Why, precisely?
No gardening or paint-stripping got done today...I was learning to make hardcover books and boxes at the Center for Book Arts. My book-in-a-magnificently-coordinated-box came out pretty terrific under the patient tutelage of artist/instructor Ben Rinehart...but making boxes is not for the faint-hearted. (By "boxes," I mean "perfectly joined and ravishingly covered-in-fancy-paper boxes with little flossy ribbons to tie them shut.") The little suckers consist of countless parts that have to be hand-trimmed with the precision of coronary surgery, or nothing sets right. Creating and assembling these components involves gigantic heavy board-whacking gizmos with razor-sharp edges, lots of glue, and lots of pretty materials that will be pretty much ruined if touched by glue (or carelessly board-whacked). As you're assembling one, you start thinking, "So this is why gift stores import these from China"...where piteously underpaid workers doubtless churn out dozens or hundreds of them an hour, with none of the artisanal and archival boxy goodness (and glue sniglets) of mine. At one point, struggling to cut a 5/8" sliver of bookbinding board with a ping-pong-table-sized guillotine and my sticky trembling fingers, I had an anti-epiphany (that is, a totally baffling revelation devoid of insight or inspiration): Given my incredible lack of ability to perform even the simplest measurements accurately, and my craven anxiety around big, sharp tools, why have I been drawn over the years to attempt mastery of things requiring...extremely precise measurements and big, sharp tools?

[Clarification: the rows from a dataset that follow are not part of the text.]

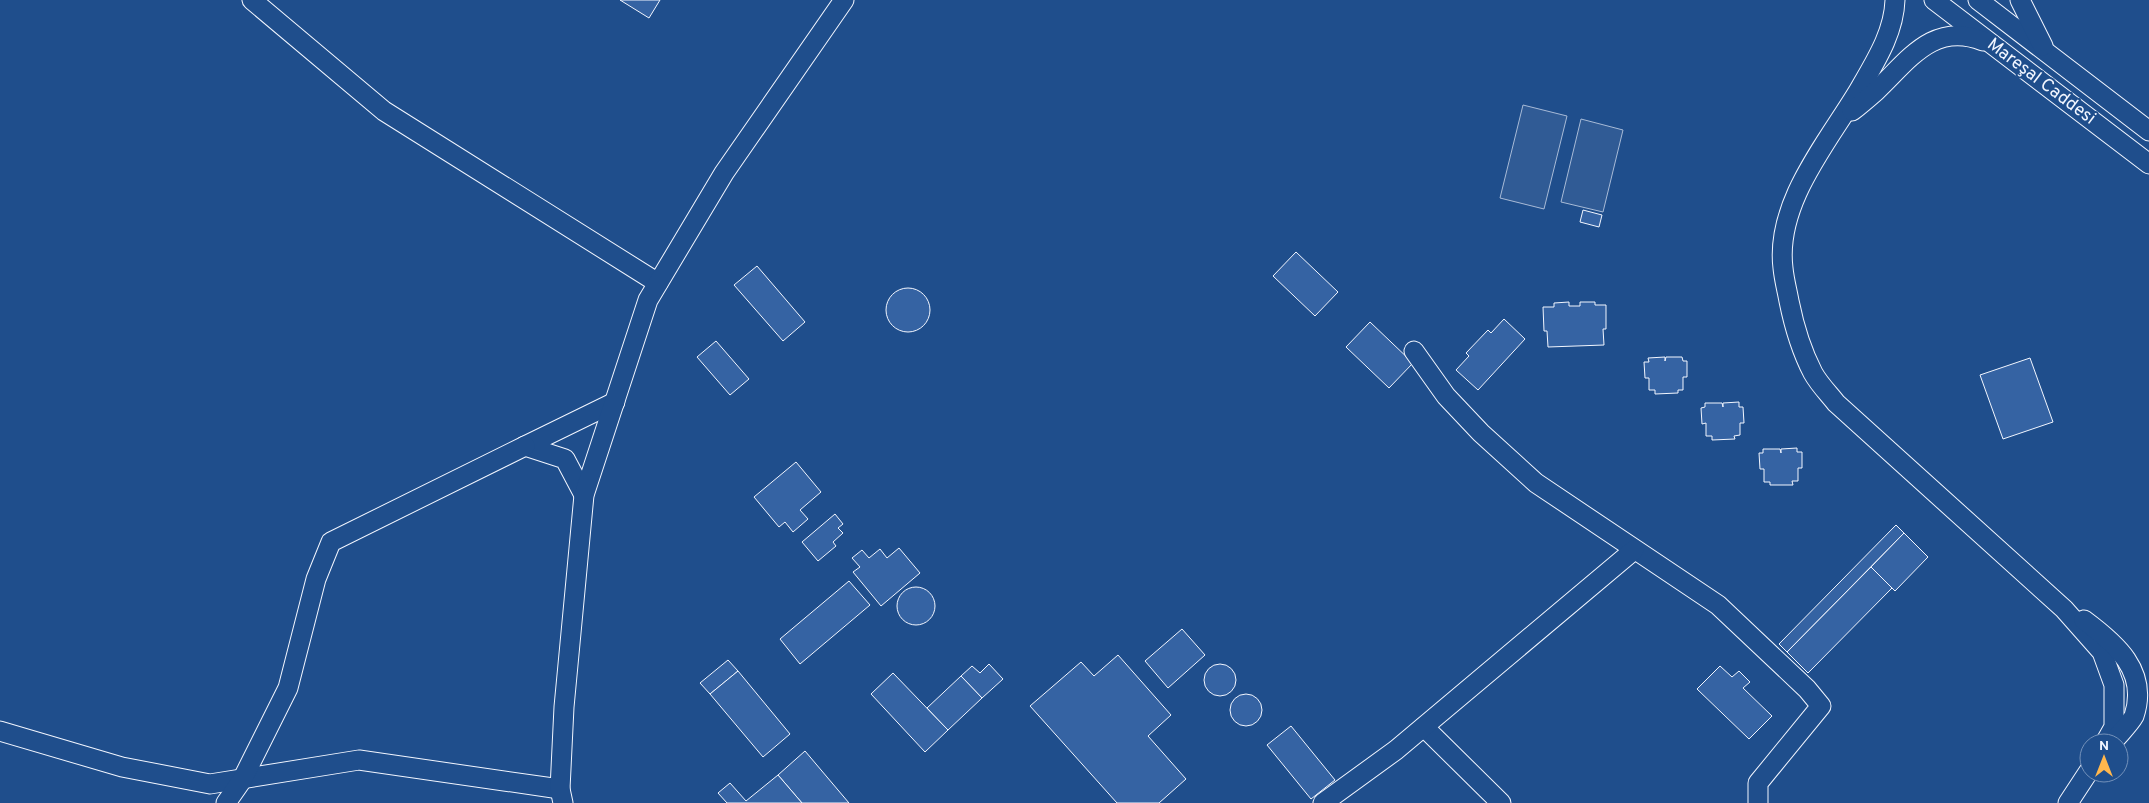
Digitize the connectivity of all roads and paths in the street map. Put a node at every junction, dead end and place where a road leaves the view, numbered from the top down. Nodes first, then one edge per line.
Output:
1 (252, 0) edge
2 (844, 0) edge
3 (1895, 0) edge
4 (1934, 0) edge
5 (1978, 0) edge
6 (2020, 0) edge
7 (1993, 46) junction
8 (2049, 55) junction
9 (1841, 120) junction
10 (2149, 131) edge
11 (2149, 164) edge
12 (658, 283) junction
13 (1414, 352) dead end
14 (615, 402) junction
15 (525, 446) junction
16 (584, 495) junction
17 (1634, 550) junction
18 (2064, 608) junction
19 (2145, 687) edge
20 (1424, 727) junction
21 (0, 731) edge
22 (2111, 733) edge
23 (2120, 733) edge
24 (242, 780) junction
25 (2081, 783) edge
26 (562, 796) edge
27 (226, 803) edge
28 (1323, 803) edge
29 (1501, 803) edge
30 (1758, 803) edge
31 (2068, 803) edge

1 - 12 street
2 - 12 street
3 - 9 street
4 - 7 street, Mareşal Caddesi
5 - 8 street, Mareşal Caddesi
6 - 8 street
7 - 9 street
7 - 11 street, Mareşal Caddesi
8 - 10 street, Mareşal Caddesi
9 - 18 street
12 - 14 street
13 - 17 street
14 - 15 street
14 - 16 street
15 - 16 street
15 - 24 street
16 - 26 street
17 - 20 street
17 - 30 street
18 - 19 street
18 - 22 street
19 - 23 street
20 - 28 street
20 - 29 street
21 - 24 street
24 - 26 street
24 - 27 street
25 - 31 street

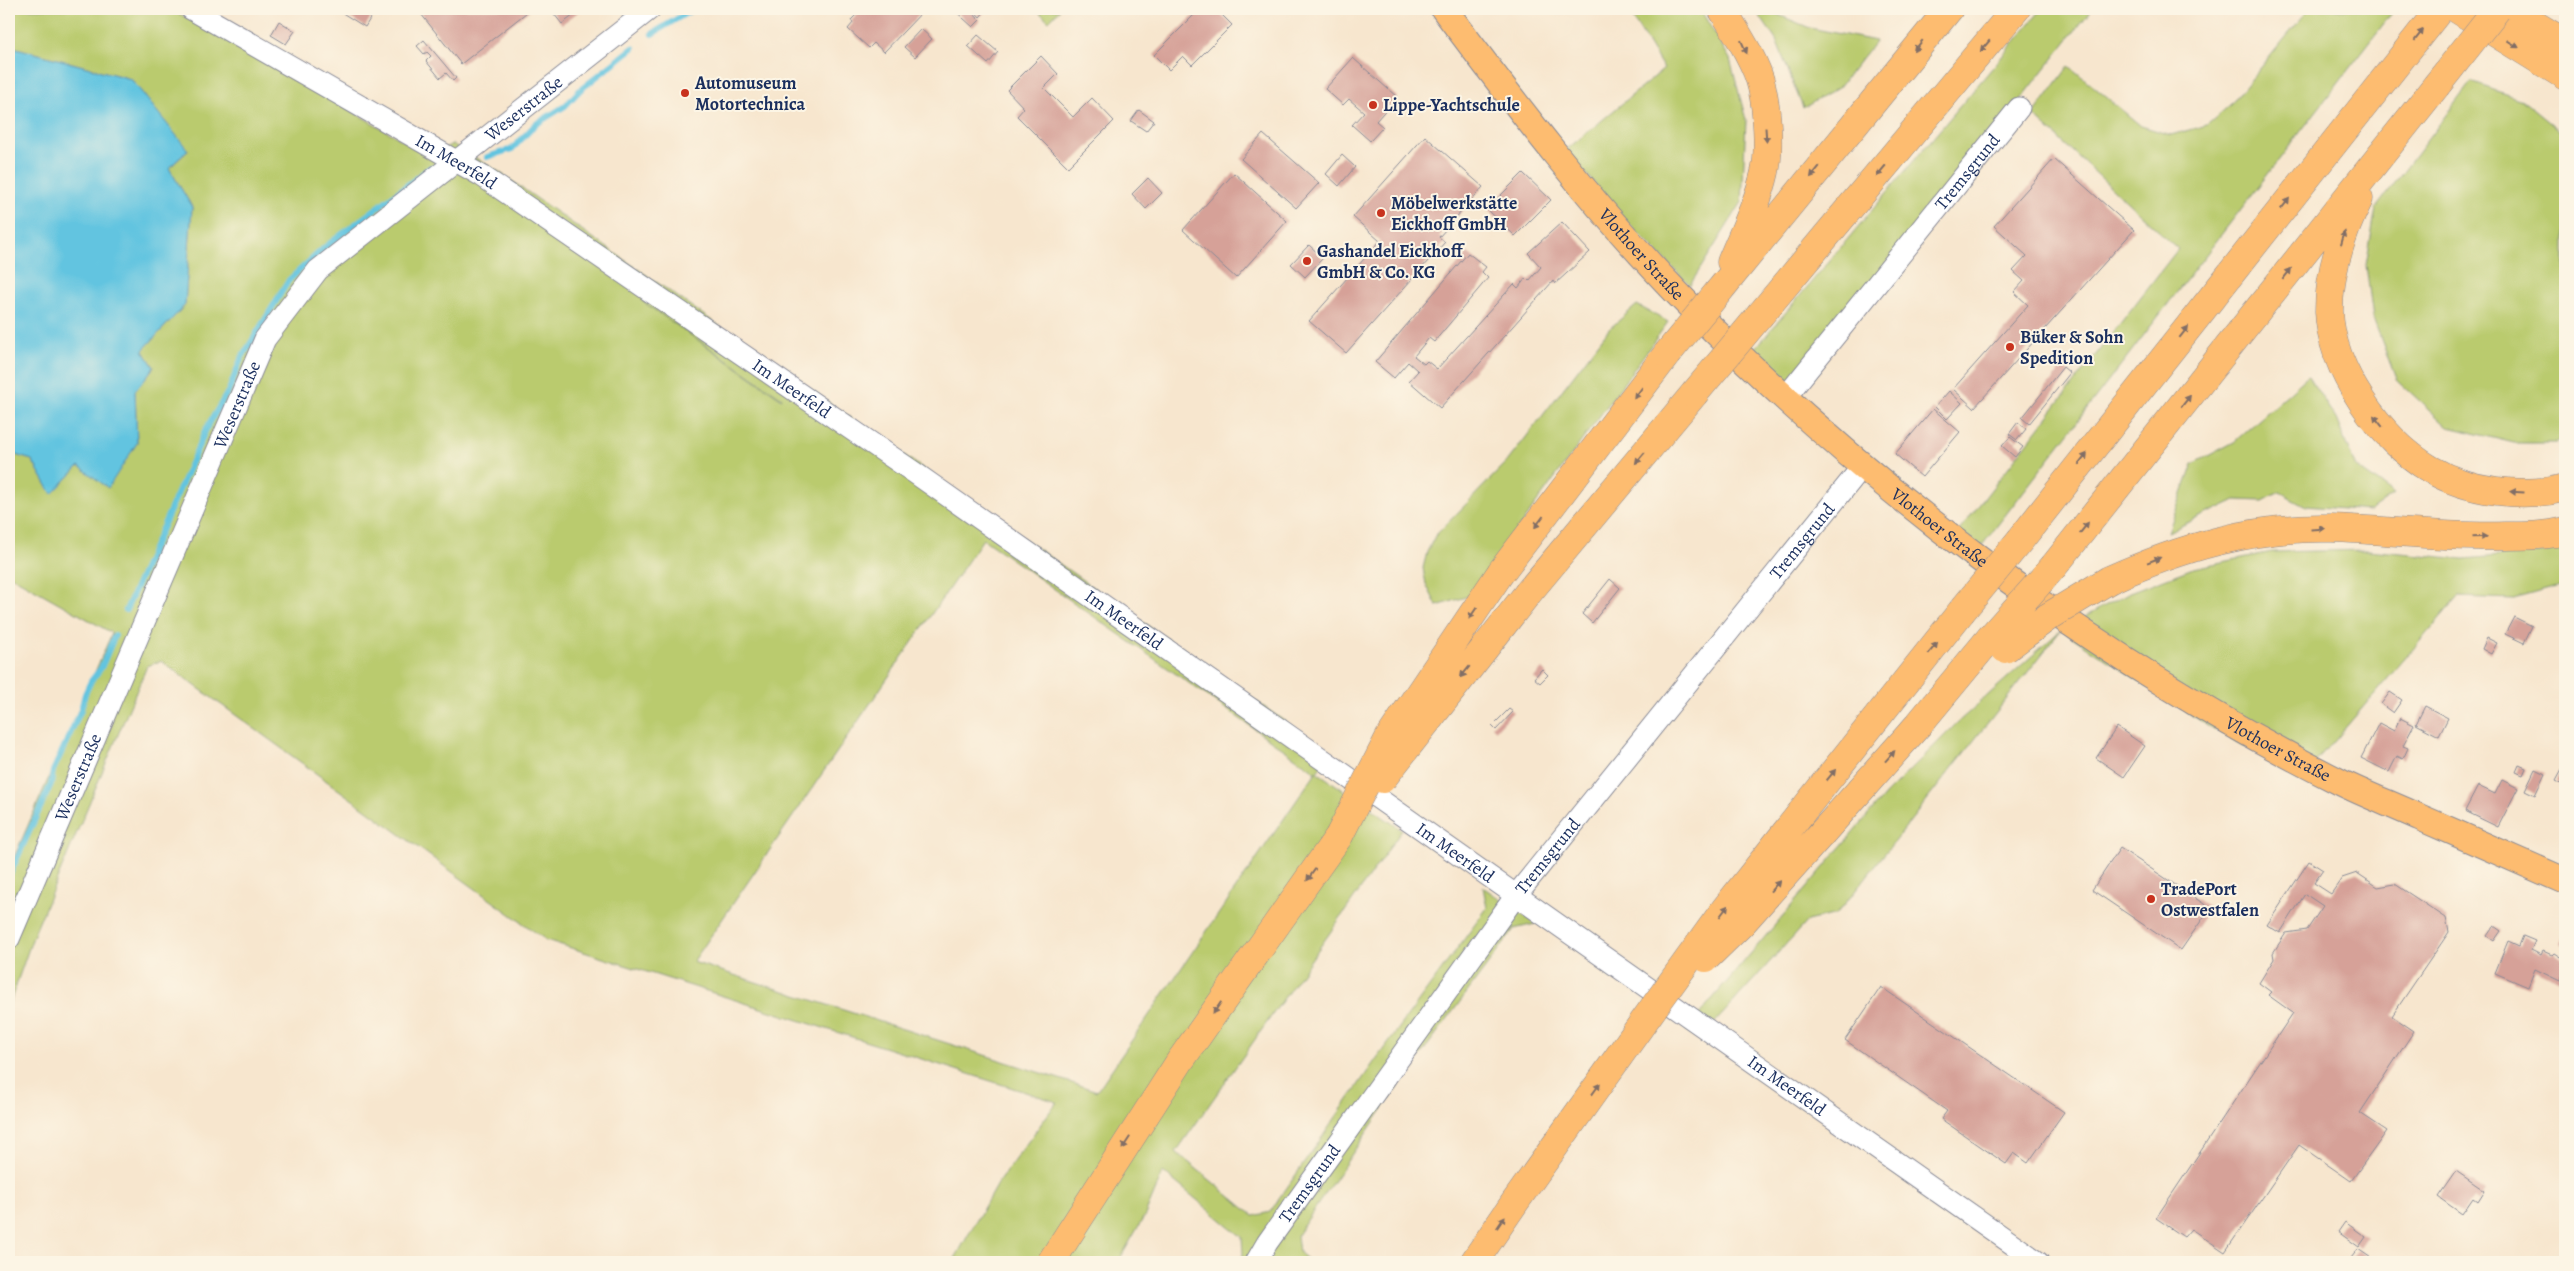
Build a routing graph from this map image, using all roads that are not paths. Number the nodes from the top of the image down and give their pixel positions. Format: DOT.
graph roads {
  1 [pos="191,9"];
  2 [pos="650,9"];
  3 [pos="1444,9"];
  4 [pos="1722,9"];
  5 [pos="1949,9"];
  6 [pos="2016,9"];
  7 [pos="2440,9"];
  8 [pos="2457,9"];
  9 [pos="2497,9"];
  10 [pos="2509,9"];
  11 [pos="2565,43"];
  12 [pos="2565,76"];
  13 [pos="2436,86"];
  14 [pos="2018,108"];
  15 [pos="455,161"];
  16 [pos="1719,291"];
  17 [pos="1784,399"];
  18 [pos="1862,466"];
  19 [pos="2565,488"];
  20 [pos="2565,531"];
  21 [pos="1998,643"];
  22 [pos="1339,836"];
  23 [pos="2565,881"];
  24 [pos="1518,894"];
  25 [pos="9,939"];
  26 [pos="1654,1007"];
  27 [pos="1051,1262"];
  28 [pos="1256,1262"];
  29 [pos="1474,1262"];
  30 [pos="2038,1262"];
  1 -- 15 [label="street, Im Meerfeld"];
  2 -- 15 [label="street, Weserstraße"];
  3 -- 17 [label="main road, Vlothoer Straße"];
  4 -- 16 [label="highway, one-way"];
  5 -- 16 [label="highway, one-way"];
  6 -- 22 [label="highway, one-way, bridge"];
  26 -- 7 [label="highway, one-way, bridge"];
  8 -- 12 [label="highway, one-way"];
  9 -- 13 [label="highway, bridge"];
  10 -- 11 [label="highway"];
  19 -- 13 [label="highway, one-way"];
  21 -- 13 [label="highway, one-way, bridge"];
  14 -- 17 [label="street, Tremsgrund"];
  15 -- 24 [label="street, Im Meerfeld"];
  15 -- 25 [label="street, Weserstraße"];
  16 -- 22 [label="highway, one-way, bridge"];
  17 -- 18 [label="main road, Vlothoer Straße"];
  18 -- 23 [label="main road, Vlothoer Straße"];
  18 -- 24 [label="street, Tremsgrund"];
  21 -- 20 [label="highway, one-way, bridge"];
  26 -- 21 [label="highway, one-way, bridge"];
  22 -- 27 [label="highway, one-way"];
  24 -- 28 [label="street, Tremsgrund"];
  24 -- 30 [label="street, Im Meerfeld"];
  29 -- 26 [label="highway, one-way"];
}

There was the woodworking course at Yestermorrow School, which was to equip me to create simple but elegant shelves and cabinets throughout the CrazyStable. (The legacy of this now-defunct dream: a dusty table saw, and a petite recessed-panel-door cabinet that I must have made under hypnosis.) Measuring and cutting wood is Difficult and Scary; they give silly, false names to boards (such as "two by four," which is lumberyard lingo for "some other amount of inches"), and then expect you to feed them through Snarling Blades of Death, and if you make just a teeny little error, you cannot stretch wood at all.
Then there's my dream of sewing--the skill (mastered by my mother but not passed on to me) that will produce a tide of beautiful window treatments, pillows, table linens and even covers to hide the total destruction of the kitchen chair caning by the cats. Sewing machines, unfortunately, operate by plunging a sharp needle up and down rapidly, a hair's-breadth from your fingertips, and fabric slides all over the place when you try to cut it. (The sewing will still happen, I swear; bolts of optimistically purchased fabric patiently await an encounter with my Elna sewing machine, causing BestFriend to quip, "Able was I ere I saw Elna.")
At least I can take comfort in baking. Dammit, not only can I measure flour and sugar with my eyes closed (well, almost), but I am fearless to the point of recklessness with a whirring mixer. Of course, if you screw up a cake, there is one redemptive option left that doesn't work for a botched cabinet, Roman shade, or handmade box:
You can just about damn near cover the thing in whipped cream.